Uno dei casi in cui scatta lo stalking è quando il colpevole provochi nella vittima uno stato di ansia grave e continuo: ma tale condizione psicologica non deve necessariamente coincidere con una patologia clinica vera e propria; pertanto la vittima non deve procurarsi né certificati medici, né perizie medico-legale. Basta verificare le reazioni concrete della vittima stessa e l’astratta capacità del comportamento del colpevole a generare tale ansia. È quanto chiarito dalla Cassazione in una recente sentenza [1].
Il giudice, per accertare lo stato di ansia
Il grave e perdurante stato d’ansia della vittima
Il fatto che il colpevole abbia solo “minacciato” la vittima, senza però mai porre a termine la minaccia, è sufficiente a far scattare lo stalking, avendo tale comportamento generato uno stato di ansia grave e continuato.

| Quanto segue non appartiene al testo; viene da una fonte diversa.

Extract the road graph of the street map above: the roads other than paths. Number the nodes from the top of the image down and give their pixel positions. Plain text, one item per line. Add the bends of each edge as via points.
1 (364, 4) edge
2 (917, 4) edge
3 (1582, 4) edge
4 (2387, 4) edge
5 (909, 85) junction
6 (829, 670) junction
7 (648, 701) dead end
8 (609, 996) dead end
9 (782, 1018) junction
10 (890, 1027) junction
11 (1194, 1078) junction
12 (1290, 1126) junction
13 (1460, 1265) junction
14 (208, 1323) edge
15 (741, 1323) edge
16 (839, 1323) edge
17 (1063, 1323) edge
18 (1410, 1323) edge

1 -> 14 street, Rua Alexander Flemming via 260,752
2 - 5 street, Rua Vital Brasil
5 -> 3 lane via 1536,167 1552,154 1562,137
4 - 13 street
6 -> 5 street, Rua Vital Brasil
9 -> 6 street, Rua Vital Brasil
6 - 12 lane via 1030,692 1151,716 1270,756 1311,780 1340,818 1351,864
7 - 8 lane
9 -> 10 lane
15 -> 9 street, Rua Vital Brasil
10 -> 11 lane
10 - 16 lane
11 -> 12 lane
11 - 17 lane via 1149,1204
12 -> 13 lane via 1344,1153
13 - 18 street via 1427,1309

Peraltro, lo stalking può essere provato anche dando atto del fatto che la vittima abbia modificato le proprie abitudini di vita al fine di non essere perseguitata (si pensi all’aver cambiato un percorso per recarsi al lavoro o far ritorno la sera a casa).

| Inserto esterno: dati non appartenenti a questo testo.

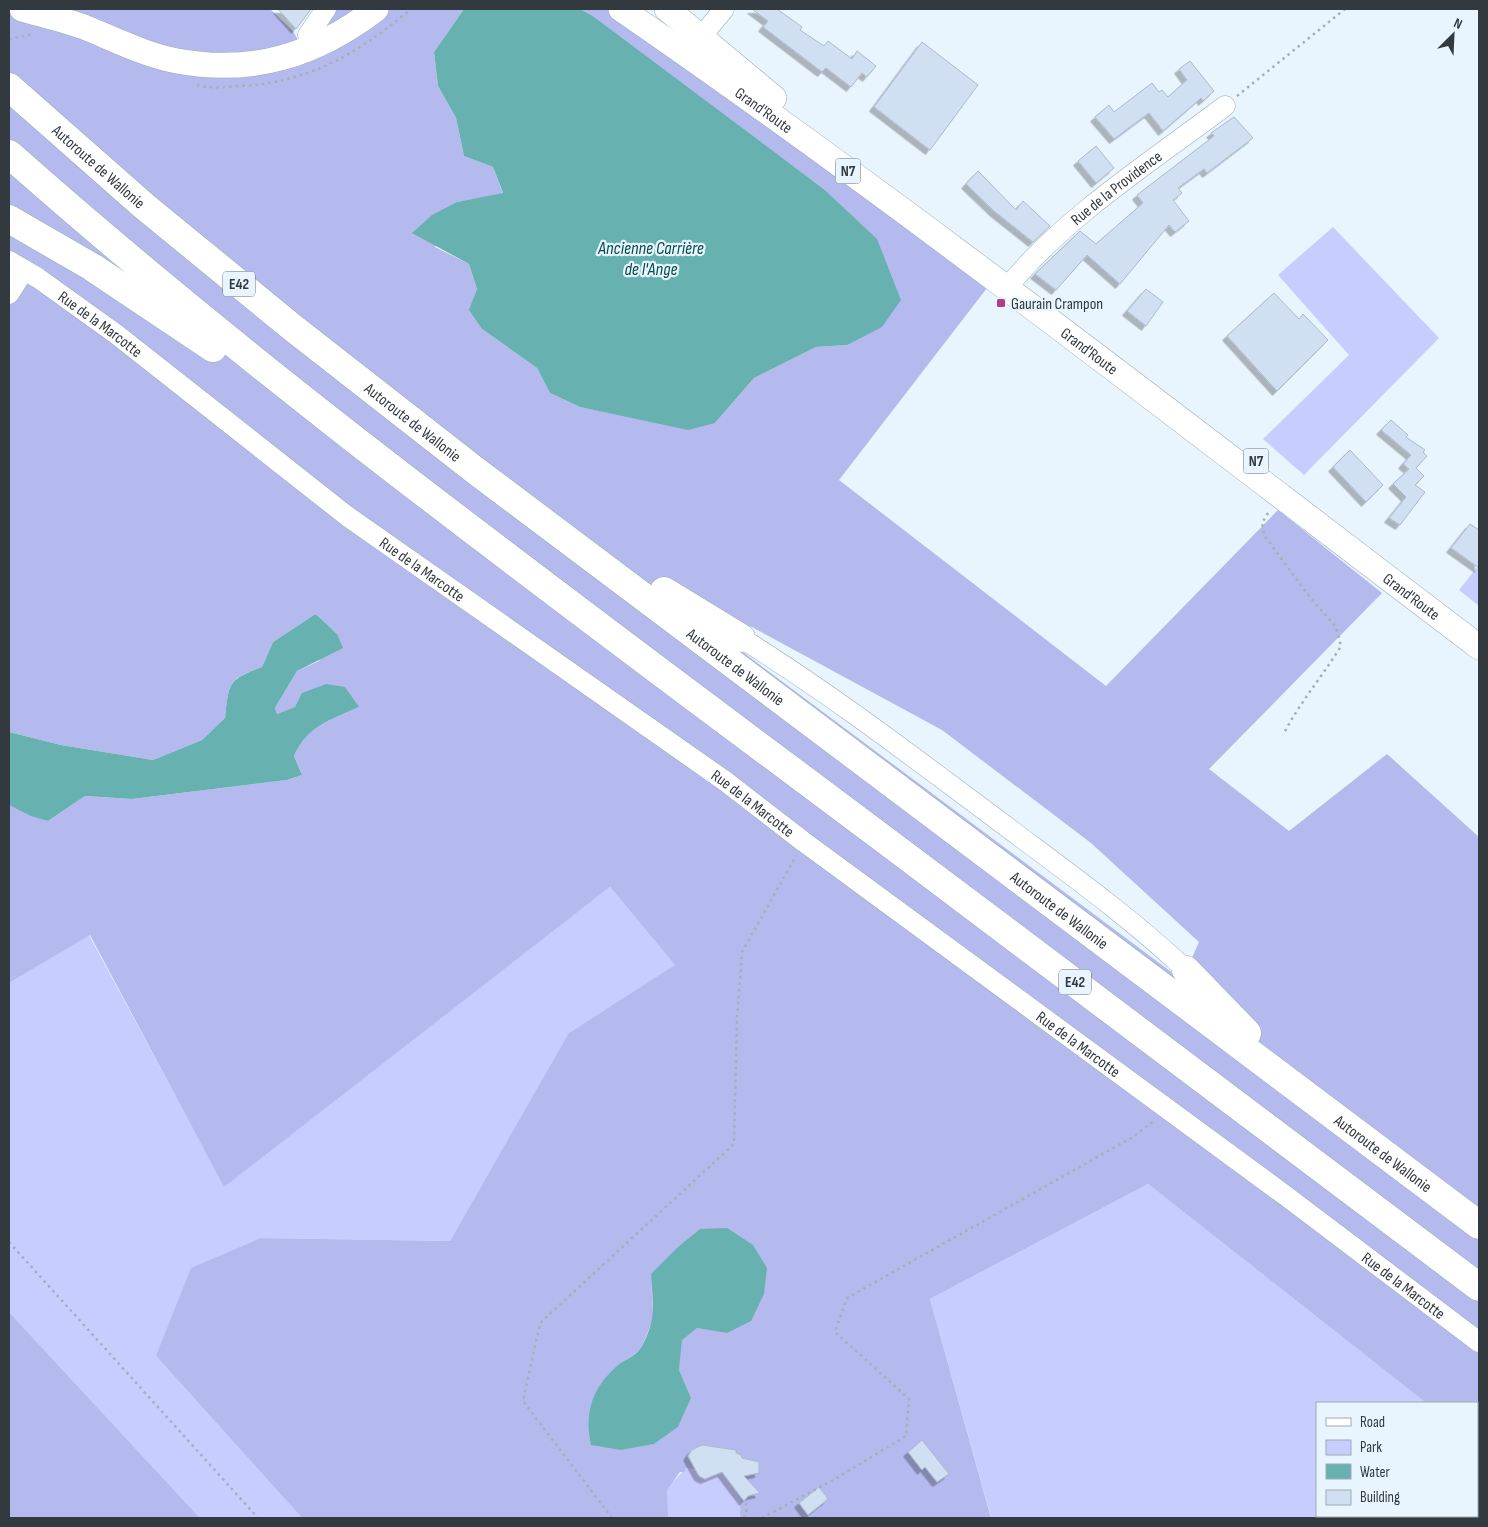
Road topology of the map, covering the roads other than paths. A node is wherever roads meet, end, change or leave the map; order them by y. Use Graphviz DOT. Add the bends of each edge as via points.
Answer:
graph roads {
  1 [pos="22,9"];
  2 [pos="326,9"];
  3 [pos="376,9"];
  4 [pos="621,9"];
  5 [pos="667,9"];
  6 [pos="724,9"];
  7 [pos="694,46"];
  8 [pos="312,48"];
  9 [pos="9,87"];
  10 [pos="1225,106"];
  11 [pos="9,154"];
  12 [pos="9,220"];
  13 [pos="17,266"];
  14 [pos="1011,284"];
  15 [pos="9,294"];
  16 [pos="265,369"];
  17 [pos="562,534"];
  18 [pos="1479,629"];
  19 [pos="741,638"];
  20 [pos="1479,647"];
  21 [pos="1186,970"];
  22 [pos="1342,1120"];
  23 [pos="1479,1225"];
  24 [pos="1479,1287"];
  25 [pos="1479,1342"];
  1 -- 8 [label="main road" via="82,26 176,61 218,66 251,64 284,59"];
  2 -- 8 [label="street" via="308,35"];
  3 -- 8 [label="main road" via="352,28"];
  4 -- 7 [label="main road, Grand'Route / N7"];
  5 -- 7 [label="main road, Grand'Route / N7"];
  6 -- 7 [label="street"];
  7 -- 14 [label="main road, Grand'Route / N7"];
  9 -- 17 [label="highway, Autoroute de Wallonie / E42" via="144,206 293,328"];
  10 -- 14 [label="street, Rue de la Providence" via="1082,215"];
  11 -- 16 [label="highway, E42" via="112,245"];
  12 -- 16 [label="highway" via="92,267 228,358"];
  13 -- 15 [label="street" via="18,283"];
  13 -- 25 [label="street, Rue de la Marcotte" via="116,334 347,516 717,776"];
  14 -- 18 [label="main road, Grand'Route / N7"];
  14 -- 20 [label="main road, Grand'Route / N7" via="1280,497"];
  16 -- 24 [label="highway, E42" via="454,516"];
  17 -- 19 [label="highway" via="629,570"];
  17 -- 22 [label="highway, Autoroute de Wallonie / E42"];
  19 -- 21 [label="street" via="843,705 1096,894"];
  21 -- 22 [label="highway"];
  22 -- 23 [label="highway, Autoroute de Wallonie / E42"];
}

Appostamenti, telefonate, sms, ingiurie, minacce di morte sono, in base all’esperienza comune, tali da destabilizzare chiunque, anche senza bisogno che tale effetto sia dimostrato da un medico-legale e da una perizia. Tale stato di ansia prescinde quindi dall’accertamento di un vero e proprio stato patologico e non richiede necessariamente una perizia medica, potendo il giudice argomentare la sussistenza degli effetti destabilizzanti della condotta dell’agente sull’equilibrio psichico della persona offesa, anche sulla base di massime di esperienza [2].
In particolare, la prova del reato deve essere ancorata ad elementi sintomatici di tale turbamento psicologico ricavabili dalle dichiarazioni della vittima, dai suoi comportamenti conseguenti alla condotta del colpevole e anche da quest’ultima.
E’ quindi sufficiente, per far scattare lo stalkging, che gli atti persecutori abbiano un effetto comunque destabilizzante della serenità e dell’equilibrio psicologico della vittima, naturalmente di una certa consistenza (come suggerito dagli aggettivi “grave” e “perdurante”).